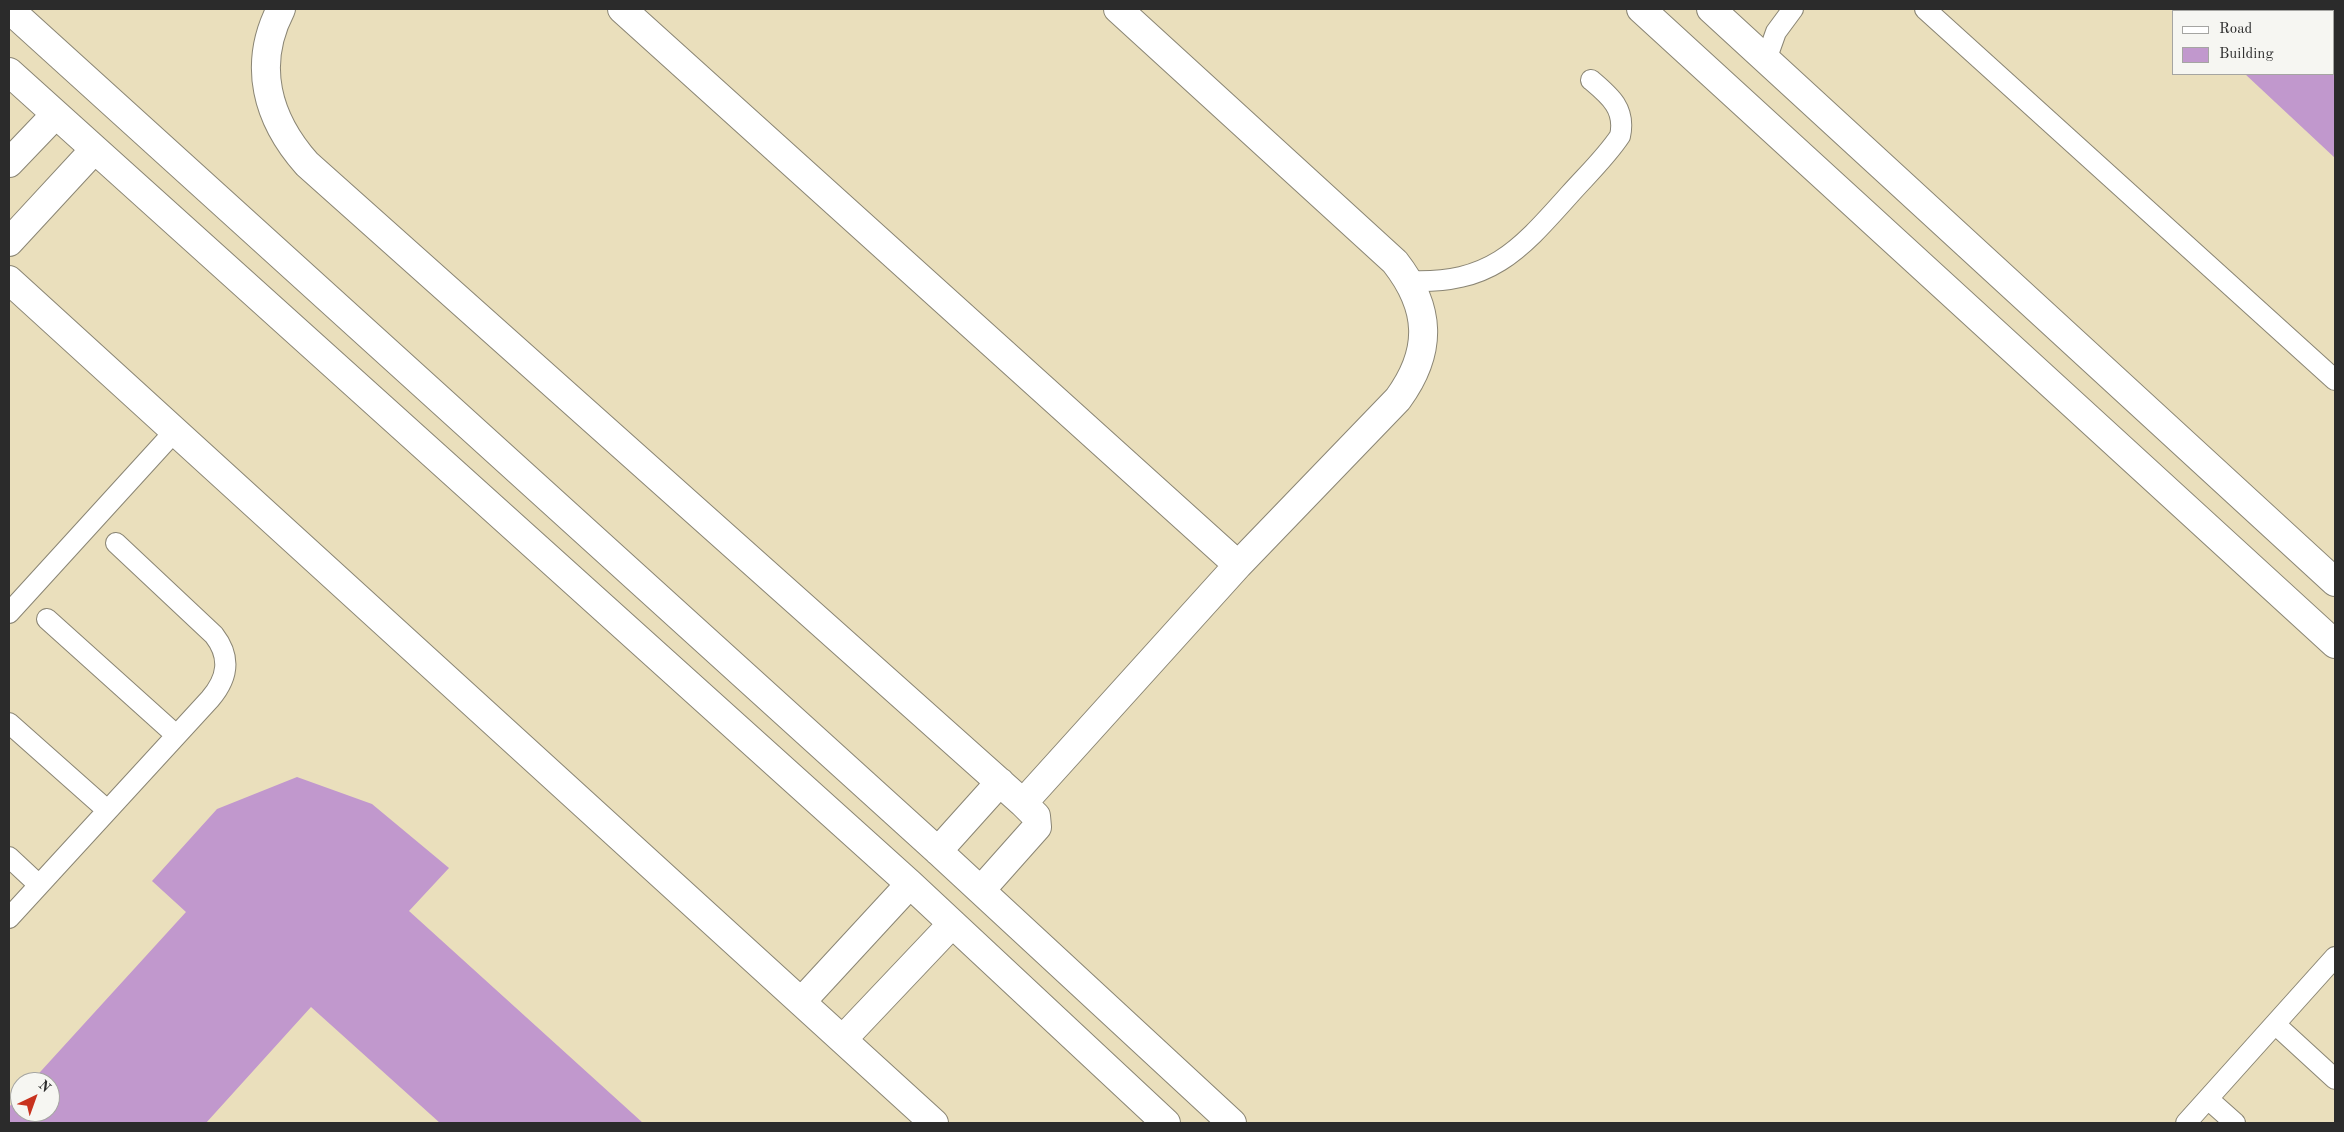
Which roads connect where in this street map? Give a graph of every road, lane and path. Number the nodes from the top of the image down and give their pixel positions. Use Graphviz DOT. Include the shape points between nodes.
graph roads {
  1 [pos="9,9"];
  2 [pos="281,9"];
  3 [pos="622,9"];
  4 [pos="1118,9"];
  5 [pos="1641,9"];
  6 [pos="1710,9"];
  7 [pos="1794,9"];
  8 [pos="1925,9"];
  9 [pos="1766,60"];
  10 [pos="9,72"];
  11 [pos="1591,80"];
  12 [pos="55,115"];
  13 [pos="94,150"];
  14 [pos="9,162"];
  15 [pos="9,242"];
  16 [pos="9,280"];
  17 [pos="1410,281"];
  18 [pos="2335,380"];
  19 [pos="174,432"];
  20 [pos="116,543"];
  21 [pos="1238,565"];
  22 [pos="2335,582"];
  23 [pos="9,613"];
  24 [pos="47,619"];
  25 [pos="2335,644"];
  26 [pos="9,723"];
  27 [pos="176,735"];
  28 [pos="1000,782"];
  29 [pos="1023,803"];
  30 [pos="107,810"];
  31 [pos="938,851"];
  32 [pos="9,857"];
  33 [pos="910,884"];
  34 [pos="39,885"];
  35 [pos="981,890"];
  36 [pos="9,918"];
  37 [pos="952,924"];
  38 [pos="2335,957"];
  39 [pos="802,1001"];
  40 [pos="2275,1024"];
  41 [pos="843,1039"];
  42 [pos="2335,1079"];
  43 [pos="2208,1099"];
  44 [pos="934,1123"];
  45 [pos="1166,1123"];
  46 [pos="1232,1123"];
  47 [pos="2186,1123"];
  48 [pos="2235,1123"];
  1 -- 31 [label="street"];
  2 -- 28 [label="street" via="269,41 267,86 280,128 307,164"];
  3 -- 21 [label="street"];
  4 -- 17 [label="street" via="1384,251"];
  5 -- 25 [label="street"];
  6 -- 9 [label="street"];
  7 -- 9 [label="lane" via="1776,32"];
  8 -- 18 [label="lane"];
  9 -- 22 [label="street"];
  10 -- 12 [label="street"];
  11 -- 17 [label="lane" via="1618,105 1622,126 1620,136 1535,233 1502,261 1483,271 1436,282"];
  12 -- 13 [label="street"];
  12 -- 14 [label="street"];
  13 -- 15 [label="street"];
  13 -- 33 [label="street"];
  16 -- 19 [label="street"];
  17 -- 21 [label="street" via="1424,326 1423,346 1410,383"];
  19 -- 23 [label="lane"];
  19 -- 39 [label="street"];
  20 -- 27 [label="lane" via="214,635 225,656 224,680 218,690"];
  21 -- 29 [label="street"];
  24 -- 27 [label="lane"];
  26 -- 30 [label="lane"];
  27 -- 30 [label="lane"];
  28 -- 29 [label="street"];
  28 -- 31 [label="street"];
  29 -- 35 [label="street" via="1036,816 1037,827"];
  30 -- 34 [label="lane"];
  31 -- 35 [label="street"];
  32 -- 34 [label="lane"];
  33 -- 37 [label="street"];
  33 -- 39 [label="street"];
  34 -- 36 [label="lane"];
  35 -- 46 [label="street"];
  37 -- 41 [label="street"];
  37 -- 45 [label="street"];
  38 -- 40 [label="lane"];
  39 -- 41 [label="street"];
  40 -- 42 [label="lane"];
  40 -- 43 [label="lane"];
  41 -- 44 [label="street"];
  43 -- 47 [label="lane"];
  43 -- 48 [label="lane"];
}
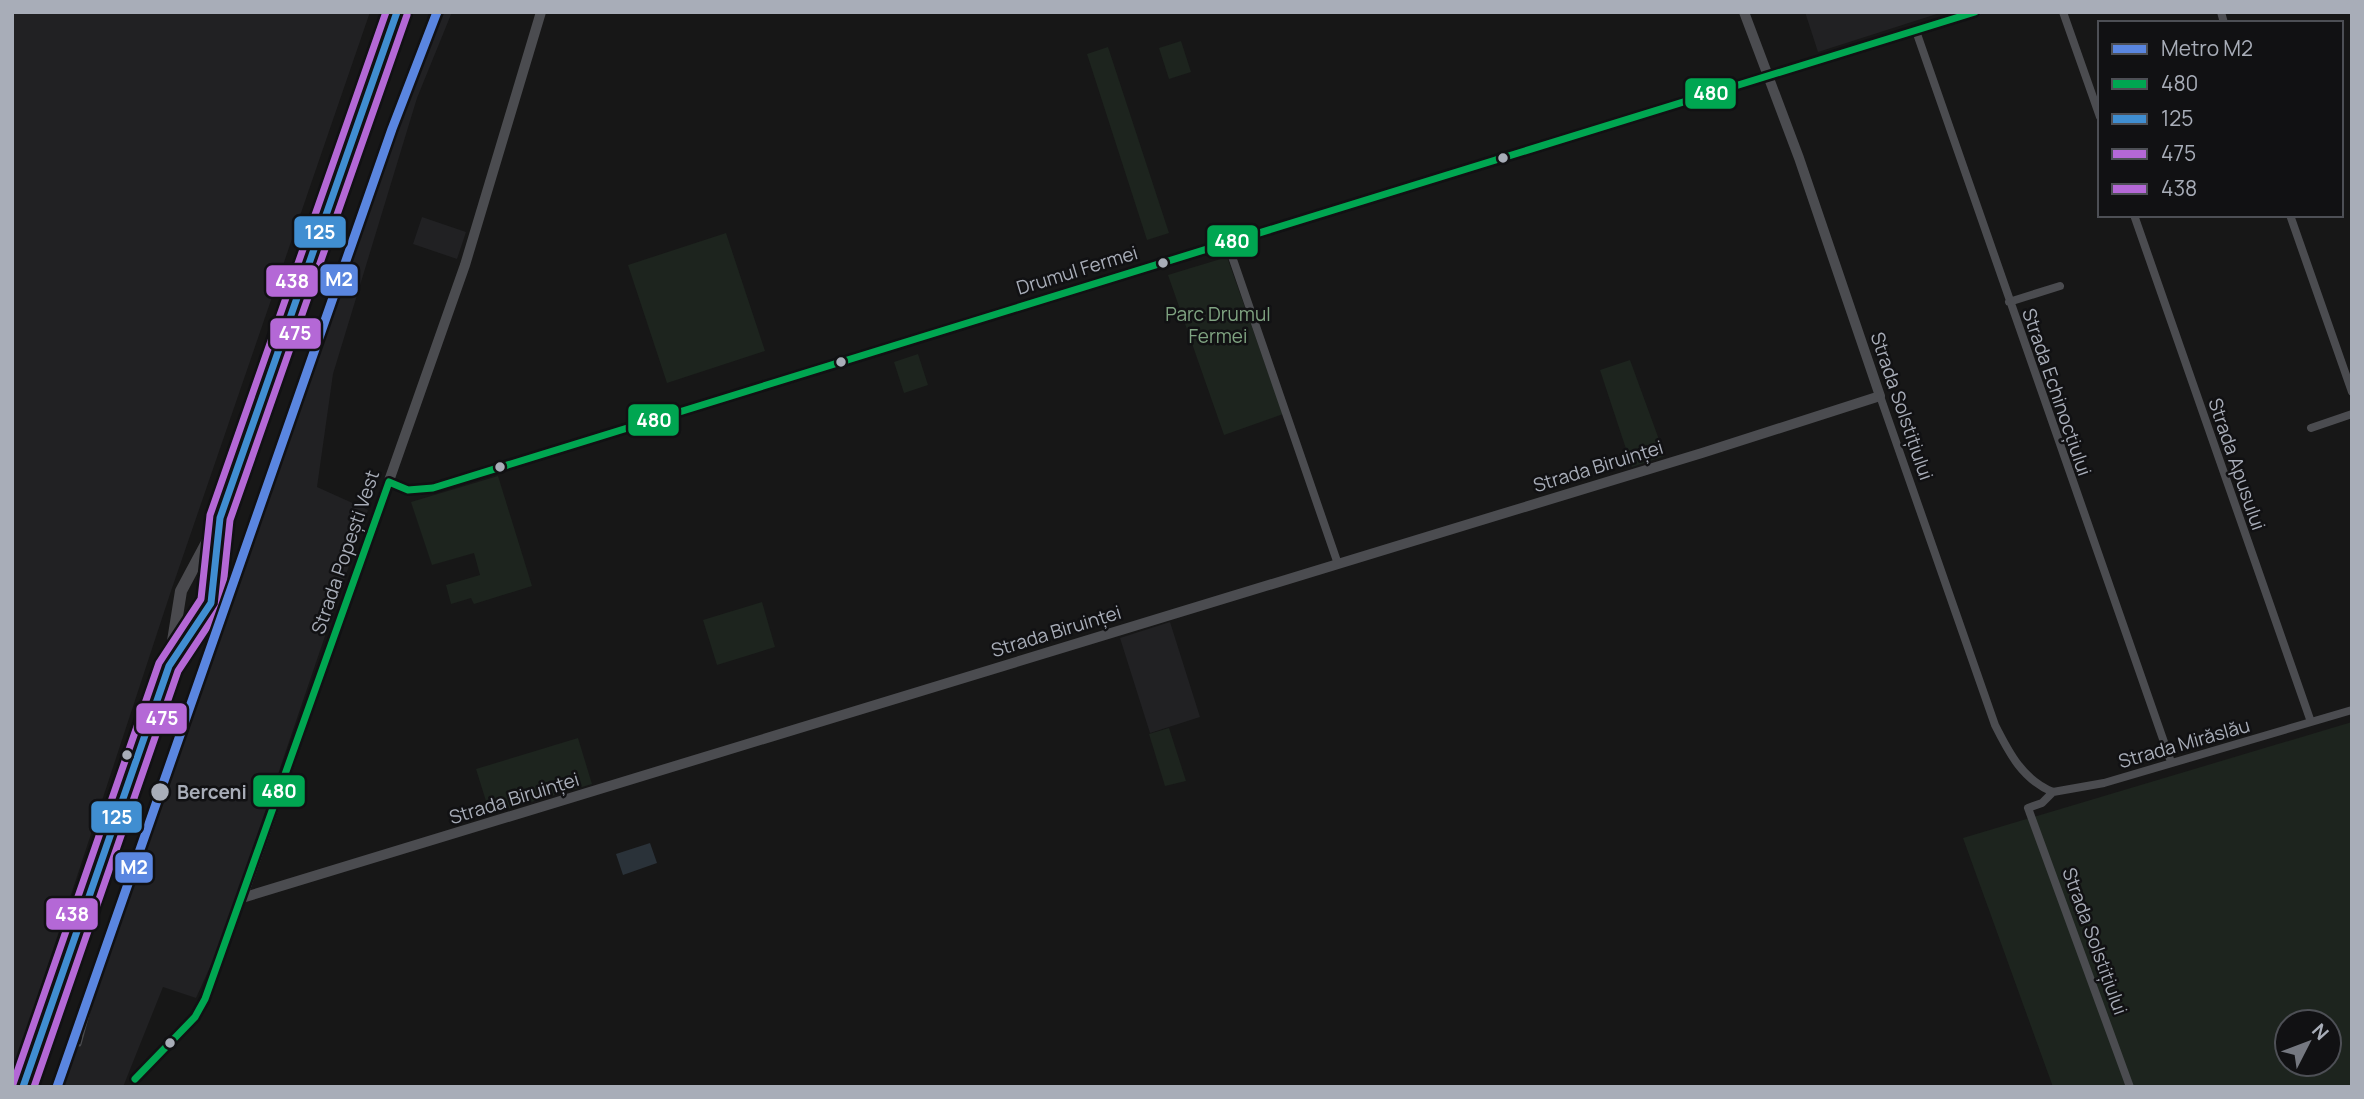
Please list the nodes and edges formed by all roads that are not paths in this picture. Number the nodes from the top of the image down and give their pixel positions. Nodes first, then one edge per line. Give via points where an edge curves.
1 (397, 12) edge
2 (541, 12) edge
3 (1744, 12) edge
4 (1976, 12) edge
5 (2063, 12) edge
6 (1916, 31) junction
7 (1768, 75) junction
8 (2098, 111) edge
9 (2135, 217) edge
10 (2291, 217) edge
11 (1227, 242) junction
12 (2060, 286) dead end
13 (2009, 302) junction
14 (2352, 392) edge
15 (1880, 396) junction
16 (2352, 414) edge
17 (2311, 428) dead end
18 (388, 482) junction
19 (220, 518) junction
20 (1338, 564) junction
21 (188, 583) junction
22 (211, 588) junction
23 (182, 602) junction
24 (204, 610) junction
25 (169, 666) junction
26 (2352, 710) edge
27 (2311, 722) junction
28 (2171, 762) junction
29 (2053, 792) junction
30 (2028, 808) joint
31 (242, 898) junction
32 (135, 1079) dead end
33 (23, 1087) edge
34 (2130, 1087) edge

1 - 19 main road
2 - 18 street, Strada Popești Vest via 469,253
3 - 7 street, Strada Solstițiului
4 - 6 street, Drumul Fermei
5 - 8 street
6 - 7 street, Drumul Fermei
6 - 13 street, Strada Echinocțiului
7 - 11 street, Drumul Fermei
7 - 15 street, Strada Solstițiului
9 - 27 street, Strada Apusului
10 - 14 street
11 - 18 street, Drumul Fermei via 433,488 408,490
11 - 20 street
12 - 13 street
13 - 28 street, Strada Echinocțiului
15 - 20 street, Strada Biruinței
15 - 29 street, Strada Solstițiului via 1995,725 2035,785
16 - 17 street
18 - 31 street, Strada Popești Vest
19 - 21 main road
19 - 22 main road
20 - 31 street, Strada Biruinței via 929,684
21 - 22 main road via 203,581
21 - 23 main road via 181,591
22 - 24 main road via 213,598
23 - 24 main road via 189,610
23 - 25 main road
24 - 25 main road
25 - 33 main road
26 - 27 street, Strada Mirăslău
27 - 28 street, Strada Mirăslău
28 - 29 street, Strada Mirăslău via 2104,783
29 - 30 street, Strada Mirăslău
30 - 34 street, Strada Solstițiului
31 - 32 street, Strada Popești Vest via 200,1010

────────────────────────────────────────

Among the records above, find each line holding the string "roads" and pull it out.

[Written answer]:
Which roads connect where in this street map? Give a graph of every road, lane and path. Number the nodes from the top of the image down and give their pixel positions. Use Graphviz DOT. Include the shape points between nodes.
graph roads {
Please list the nodes and edges formed by all roads that are not paths in this picture. Number the nodes from the top of the image down and give their pixel positions. Nodes first, then one edge per line. Give via points where an edge curves.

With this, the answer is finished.